4. The occurrence of any of the following events or conditions shall constitute
an "Event of Default":
(a) Breach of any covenant, warranty, representation or statement made or
furnished to Laurus by any Assignor or on any Assignor's benefit was false or
misleading in any material respect when made or furnished, and if subject to
cure, shall not be cured for a period of fifteen (15) days;
(b) the loss, theft, substantial damage, destruction, sale or encumbrance to or
of any of the Collateral or the making of any levy, seizure or attachment
thereof or thereon except to the extent:
(i) such loss is covered by insurance proceeds which are used to replace
the item or repay Laurus; or
(ii) said levy, seizure or attachment does not secure indebtedness in
excess of $100,000 and such levy, seizure or attachment has not been
removed or otherwise released within ten (10) days of the creation or the
assertion thereof;
(b) any Assignor shall become insolvent, cease operations, dissolve, terminate
our business existence, make 0 an assignment for the benefit of creditors,
suffer the appointment of a receiver, trustee, liquidator or custodian of all or
any part of Assignors' property;
(c) any proceedings under any bankruptcy or insolvency law shall be commenced by
or against any Assignor and if commenced against any Assignor shall not be
dismissed within thirty (30) days;
(d) the Company shall repudiate, purport to revoke or fail to perform any or all
of its obligations under the Note (after passage of applicable cure period, if
any) in any material respect; or
(e) an Event of Default shall have occurred under and as defined in the
Securities Purchase Agreement or in any other Document .

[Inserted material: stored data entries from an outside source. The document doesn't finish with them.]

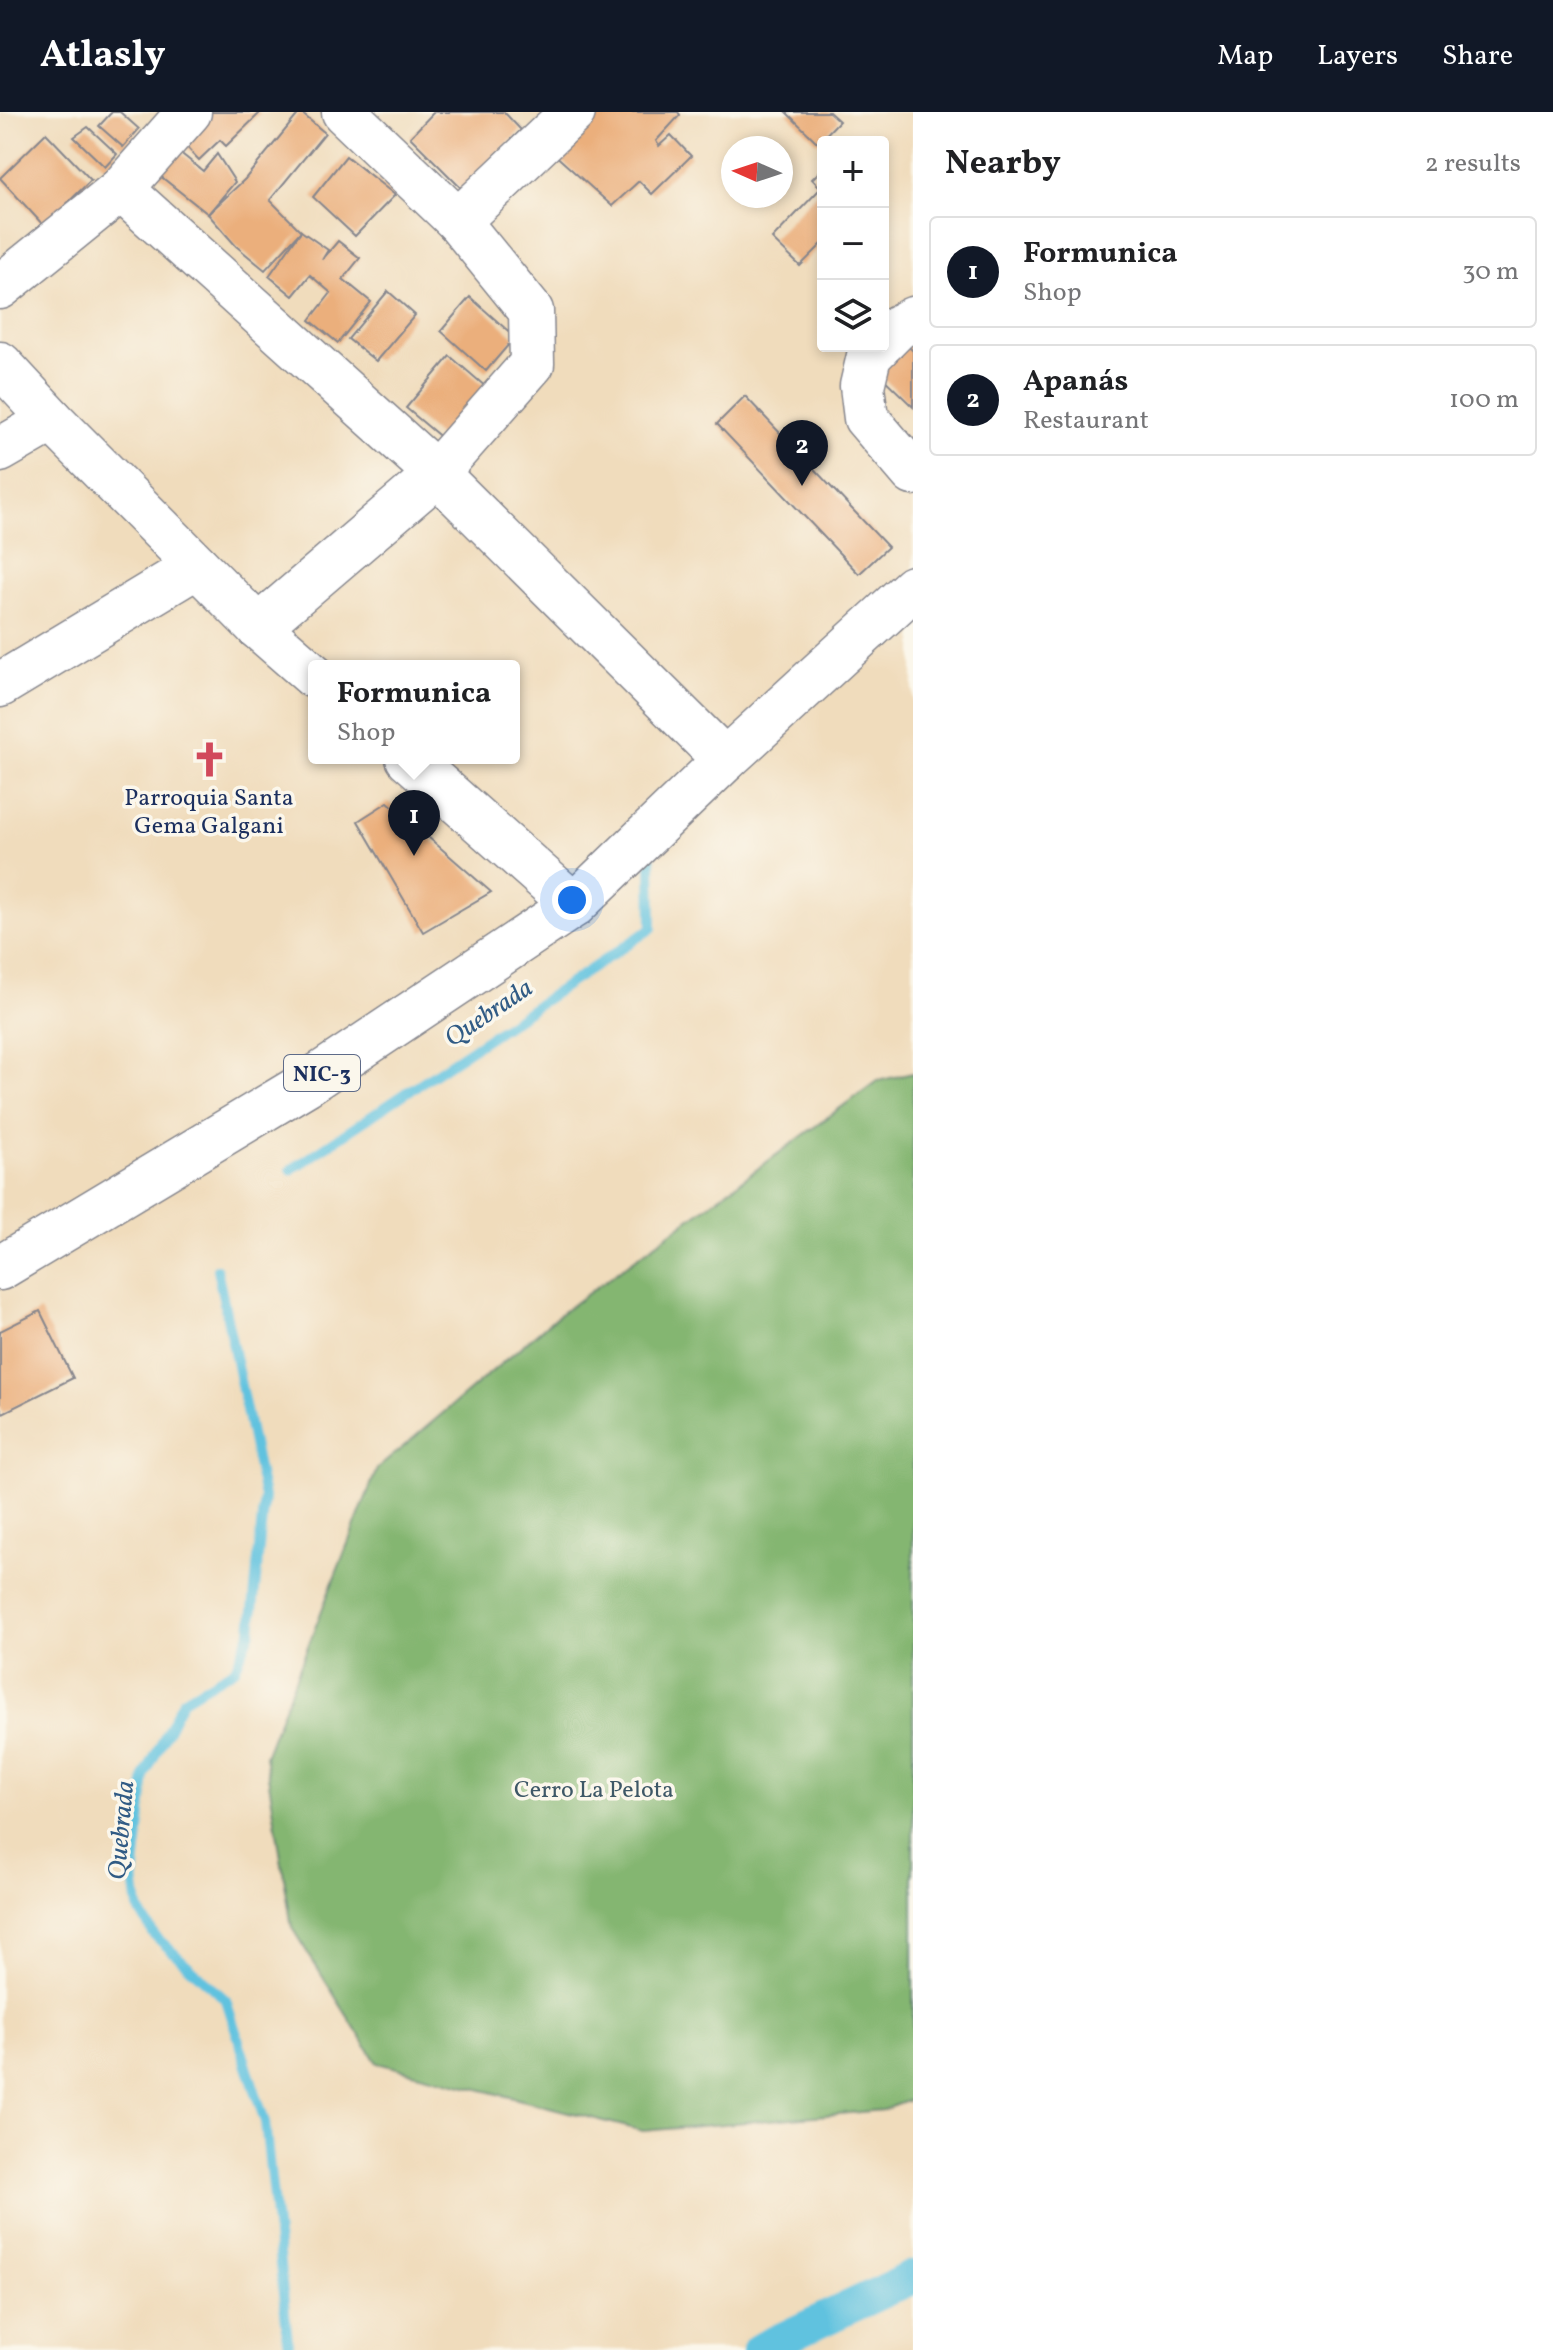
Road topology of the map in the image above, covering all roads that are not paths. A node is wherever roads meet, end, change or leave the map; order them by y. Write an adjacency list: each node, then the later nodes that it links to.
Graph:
1 (189, 112): 4 (street)
2 (344, 112): 5 (street)
3 (573, 112): 5 (street)
4 (121, 189): 6 (street); 14 (street)
5 (458, 221): 14 (street)
6 (0, 287)
7 (913, 319): 8 (street)
8 (889, 336)
9 (873, 352): 13 (street)
10 (0, 364): 11 (street)
11 (52, 420): 12 (street); 15 (street)
12 (0, 450)
13 (913, 473)
14 (436, 474): 17 (street); 20 (street)
15 (197, 566): 17 (street); 19 (street)
16 (913, 588): 20 (street, NIC-3)
17 (258, 627): 18 (street)
18 (308, 671)
19 (0, 685)
20 (725, 760): 22 (street, NIC-3)
21 (415, 764): 22 (street)
22 (574, 905): 23 (street, NIC-3)
23 (0, 1268)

5. Upon the occurrence of any Event of Default and at any time thereafter,
Laurus may declare all Obligations immediately due and payable and Laurus shall
have the remedies of a secured party provided in the Uniform Commercial Code as
in effect in the State of New York, this Agreement and other applicable law.
Upon the occurrence of any Event of Default and at any time thereafter, Laurus
will have the right to take possession of the Collateral and to maintain such
possession on our premises or to remove the Collateral or any part thereof to
such other premises as Laurus may desire. Upon Laurus' request, each of the
Assignors shall assemble or cause the Collateral to be assembled and make it
available to Laurus at a place designated by Laurus. If any notification of
intended disposition of any Collateral is required by law, such notification, if
mailed, shall be deemed properly and reasonably given if mailed at least ten
(10) days before such disposition, postage prepaid, addressed to any Assignor
either at such Assignor's address shown herein or at any address appearing on
Laurus' records for such Assignor. Any proceeds of any disposition of any of the
Collateral shall be applied by Laurus to the payment of all expenses in
connection with the sale of the Collateral, including reasonable attorneys' fees
and other legal expenses and disbursements and the reasonable expense of
retaking, holding, preparing for sale, selling, and the like, and any balance of
such proceeds may be applied by Laurus toward the payment of the Obligations in
such order of application as Laurus may elect, and each Assignor shall be liable
for any deficiency.
6. If any Assignor defaults in the performance or fulfillment of any of the
terms, conditions, promises, covenants, provisions or warranties on such
Assignor's part to be performed or fulfilled under or pursuant to this Master
Security Agreement, Laurus may, at its option without waiving its right to
enforce this Master Security Agreement according to its terms, immediately or at
any time thereafter and without notice to any Assignor, perform or fulfill the
same or cause the performance or fulfillment of the same for each Assignor's
joint and several account and at each Assignor's joint and several cost and
expense, and the cost and expense thereof (including reasonable attorneys' fees)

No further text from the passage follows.